Even during Christmas holidays #SIGSNA team was working on our dataset of conversations. After the positive reaction to our first public presentation we’ve decided to improve our dataset before moving any step forward. We worked on two main issues: 1) we tried to improve the performance of our Language Identificatio system and 2) we tried to identify all the original sources of Friendfeed entries we’ve collected.
In details:
1) We were pretty satisfied by the original performances of our language identification system (SLide). The version we used in our first descriptive analysis of FF network worked fine with a very low error rate. Nevertheless the rate of unidentified post was still to high. This was because every language identification system works better with very long “normal” texts than with very small piece of text often written with an informal style. It is much easier to identify a book chapter than to identify a couple of comments like “wow! great” cool!” to a single Friendfeed entry. Our team did some great job on that issue and now we’re running a new version of SLide (ver. 0.6) that works really better than the old one especially on very short text entries.

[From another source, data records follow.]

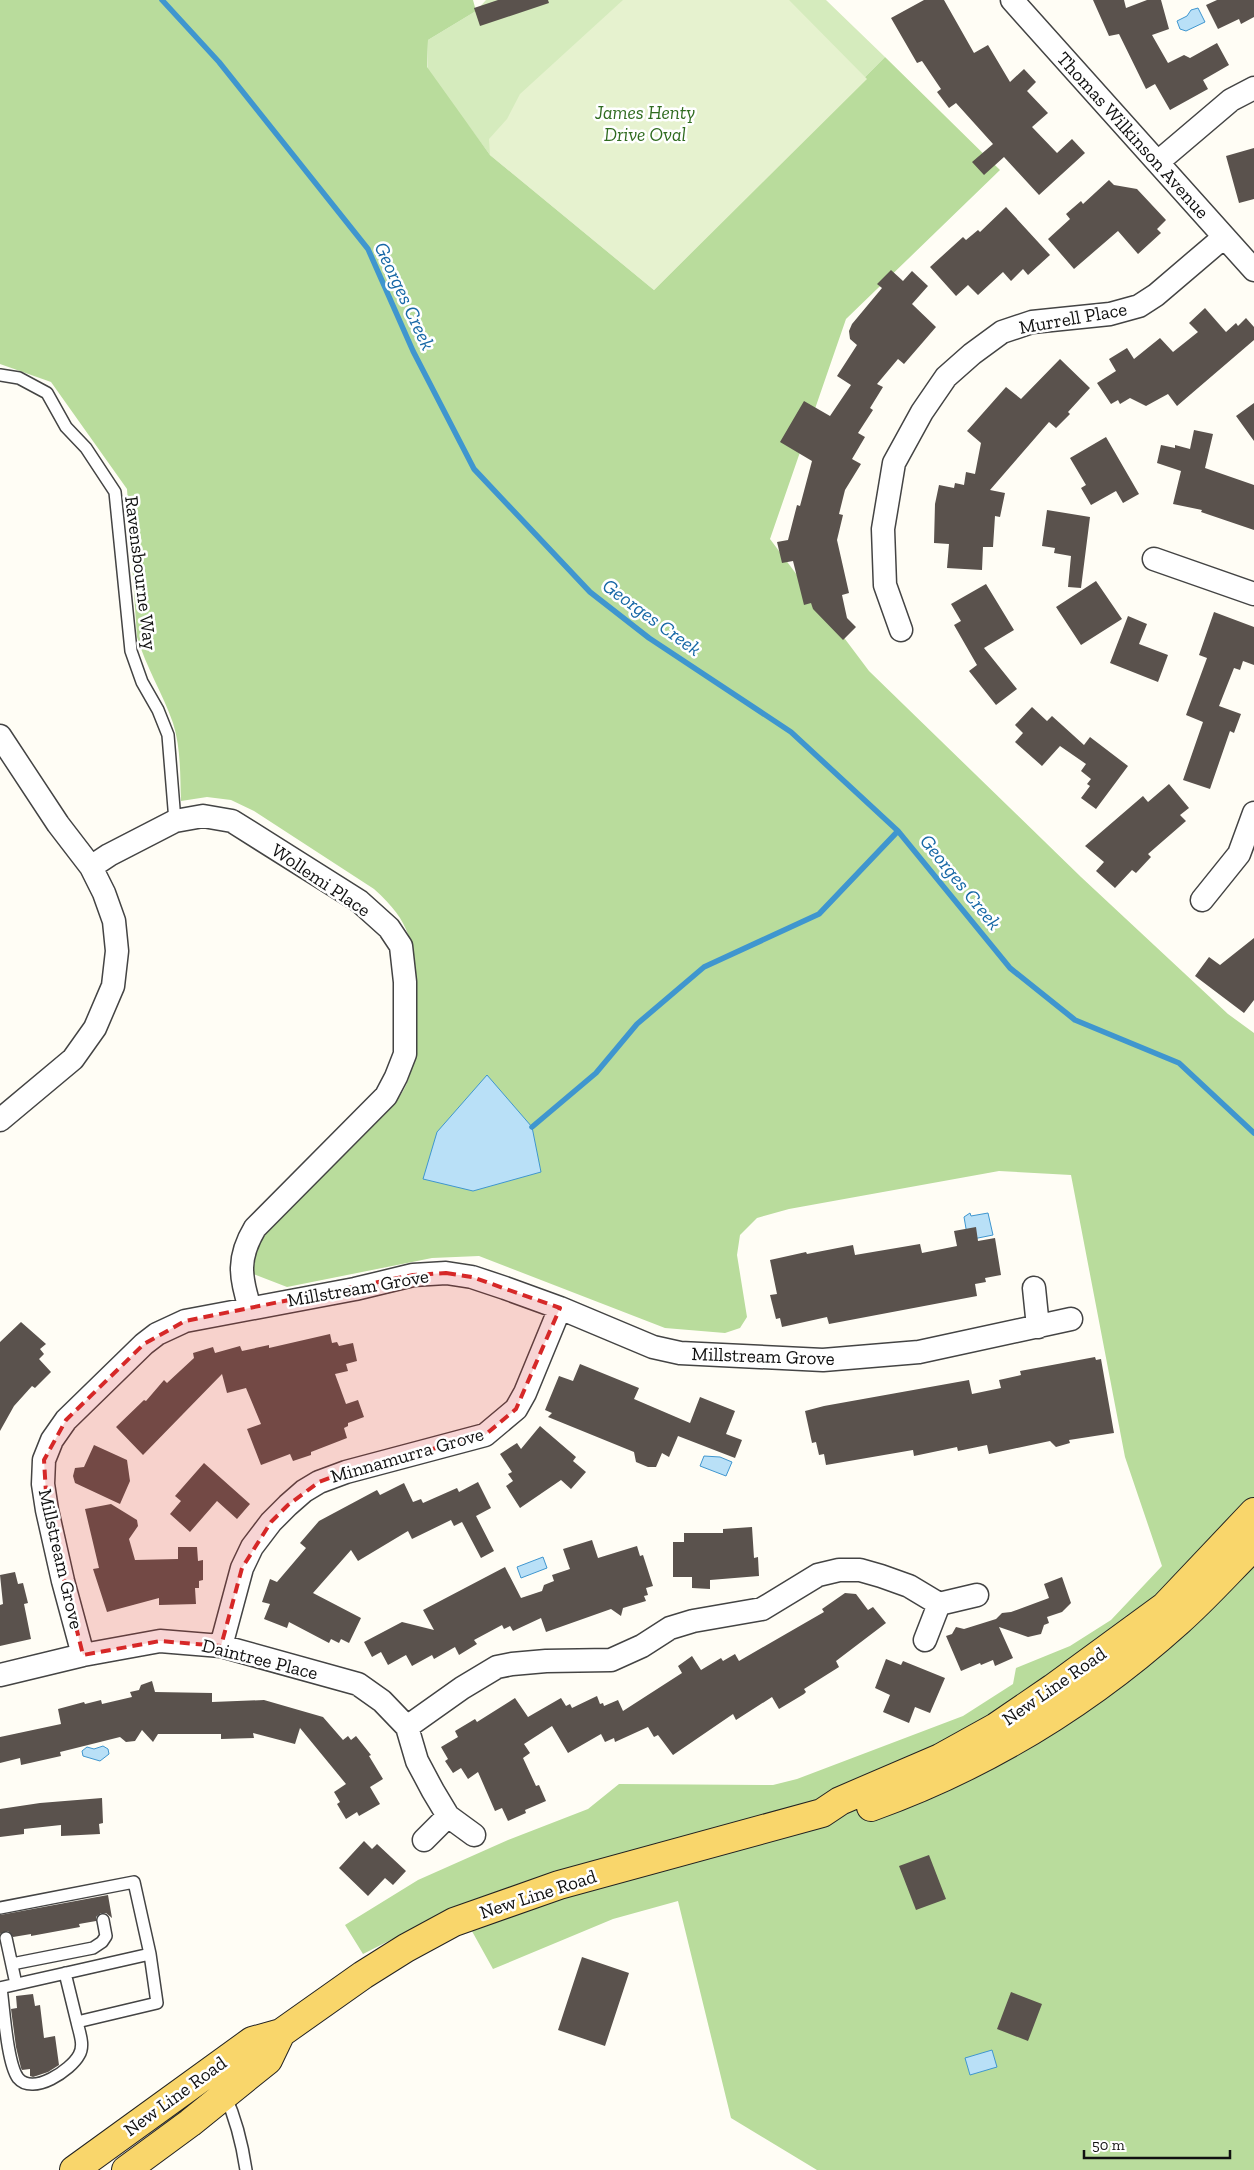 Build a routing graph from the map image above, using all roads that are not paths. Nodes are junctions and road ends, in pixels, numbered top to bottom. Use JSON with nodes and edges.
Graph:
{"nodes":[{"id":1,"x":1012,"y":0,"type":"edge"},
{"id":2,"x":1254,"y":88,"type":"edge"},
{"id":3,"x":1158,"y":162,"type":"junction"},
{"id":4,"x":1224,"y":237,"type":"junction"},
{"id":5,"x":1254,"y":270,"type":"edge"},
{"id":6,"x":0,"y":375,"type":"edge"},
{"id":7,"x":1154,"y":559,"type":"dead end"},
{"id":8,"x":1254,"y":594,"type":"edge"},
{"id":9,"x":901,"y":630,"type":"dead end"},
{"id":10,"x":0,"y":736,"type":"edge"},
{"id":11,"x":1254,"y":813,"type":"edge"},
{"id":12,"x":175,"y":821,"type":"junction"},
{"id":13,"x":91,"y":867,"type":"junction"},
{"id":14,"x":1202,"y":900,"type":"dead end"},
{"id":15,"x":0,"y":1120,"type":"edge"},
{"id":16,"x":1034,"y":1288,"type":"dead end"},
{"id":17,"x":250,"y":1308,"type":"junction"},
{"id":18,"x":560,"y":1308,"type":"junction"},
{"id":19,"x":1072,"y":1320,"type":"dead end"},
{"id":20,"x":1038,"y":1327,"type":"junction"},
{"id":21,"x":1254,"y":1512,"type":"edge"},
{"id":22,"x":1254,"y":1546,"type":"edge"},
{"id":23,"x":977,"y":1595,"type":"dead end"},
{"id":24,"x":939,"y":1604,"type":"junction"},
{"id":25,"x":925,"y":1640,"type":"dead end"},
{"id":26,"x":221,"y":1646,"type":"junction"},
{"id":27,"x":83,"y":1655,"type":"junction"},
{"id":28,"x":0,"y":1675,"type":"edge"},
{"id":29,"x":407,"y":1726,"type":"junction"},
{"id":30,"x":822,"y":1814,"type":"junction"},
{"id":31,"x":448,"y":1816,"type":"junction"},
{"id":32,"x":474,"y":1835,"type":"dead end"},
{"id":33,"x":424,"y":1840,"type":"dead end"},
{"id":34,"x":0,"y":1912,"type":"edge"},
{"id":35,"x":103,"y":1920,"type":"dead end"},
{"id":36,"x":6,"y":1938,"type":"dead end"},
{"id":37,"x":150,"y":1954,"type":"junction"},
{"id":38,"x":12,"y":1964,"type":"junction"},
{"id":39,"x":65,"y":1973,"type":"junction"},
{"id":40,"x":16,"y":1984,"type":"junction"},
{"id":41,"x":0,"y":1988,"type":"edge"},
{"id":42,"x":77,"y":2022,"type":"junction"},
{"id":43,"x":281,"y":2033,"type":"junction"},
{"id":44,"x":224,"y":2095,"type":"junction"},
{"id":45,"x":74,"y":2170,"type":"edge"},
{"id":46,"x":126,"y":2170,"type":"edge"},
{"id":47,"x":246,"y":2170,"type":"edge"}],
"edges":[{"from":1,"to":3,"type":"street","name":"Thomas Wilkinson Avenue"},
{"from":2,"to":3,"type":"street"},
{"from":3,"to":4,"type":"street","name":"Thomas Wilkinson Avenue"},
{"from":4,"to":5,"type":"street","name":"Thomas Wilkinson Avenue"},
{"from":4,"to":9,"type":"street","name":"Murrell Place"},
{"from":6,"to":12,"type":"lane","name":"Ravensbourne Way"},
{"from":7,"to":8,"type":"street"},
{"from":10,"to":13,"type":"street"},
{"from":11,"to":14,"type":"street"},
{"from":12,"to":13,"type":"street","name":"Wollemi Place"},
{"from":12,"to":17,"type":"street","name":"Wollemi Place"},
{"from":13,"to":15,"type":"street"},
{"from":16,"to":20,"type":"street"},
{"from":17,"to":18,"type":"street","name":"Millstream Grove"},
{"from":17,"to":27,"type":"street","name":"Millstream Grove"},
{"from":18,"to":20,"type":"street","name":"Millstream Grove"},
{"from":18,"to":26,"type":"street","name":"Minnamurra Grove"},
{"from":19,"to":20,"type":"street","name":"Millstream Grove"},
{"from":21,"to":30,"type":"main road","name":"New Line Road"},
{"from":22,"to":30,"type":"main road","name":"New Line Road"},
{"from":23,"to":24,"type":"street"},
{"from":24,"to":25,"type":"street"},
{"from":24,"to":29,"type":"street"},
{"from":26,"to":27,"type":"street","name":"Daintree Place"},
{"from":26,"to":29,"type":"street","name":"Daintree Place"},
{"from":27,"to":28,"type":"street","name":"Daintree Place"},
{"from":29,"to":31,"type":"street","name":"Daintree Place"},
{"from":30,"to":43,"type":"main road","name":"New Line Road"},
{"from":31,"to":32,"type":"street","name":"Daintree Place"},
{"from":31,"to":33,"type":"street"},
{"from":34,"to":37,"type":"lane"},
{"from":35,"to":38,"type":"lane"},
{"from":36,"to":38,"type":"lane"},
{"from":37,"to":39,"type":"lane"},
{"from":37,"to":42,"type":"lane"},
{"from":38,"to":40,"type":"lane"},
{"from":39,"to":40,"type":"lane"},
{"from":39,"to":42,"type":"lane"},
{"from":40,"to":41,"type":"lane"},
{"from":41,"to":42,"type":"lane"},
{"from":43,"to":44,"type":"main road","name":"New Line Road"},
{"from":43,"to":45,"type":"main road","name":"New Line Road"},
{"from":44,"to":46,"type":"main road","name":"New Line Road"},
{"from":44,"to":47,"type":"lane"}]}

During our first public presentation in Urbino we received a very good question (thank you again Adriano!): How may entries in Friendfeed are posted directly as Friendfeed messages and how many are imported in Friendfeed from external services? As soon as we finished the new version of SLIde we decided to go and look for external services in our dataset. We analyzed only the entries (since comments obviously come from Friendfeed) and we discovered something very interesting: the largest number of messages in Friendfeed comes from Twitter! The synchronization between the two services works just fine (as many of you probably know) and then a large number of users seems to have a single microblogging feed (the Twitter one) which is imported in Friendfeed.
Friendfeed itself is the second source of entries (not surprising) and Tumbler and Facebook are on the third and fourth places.
Another interesting aspect is that half of the entries come from a thousand of different services: google news, research query feeds, minor news services and many more.
Friendfeed is really a complex galaxy of information feeds coming from everywhere.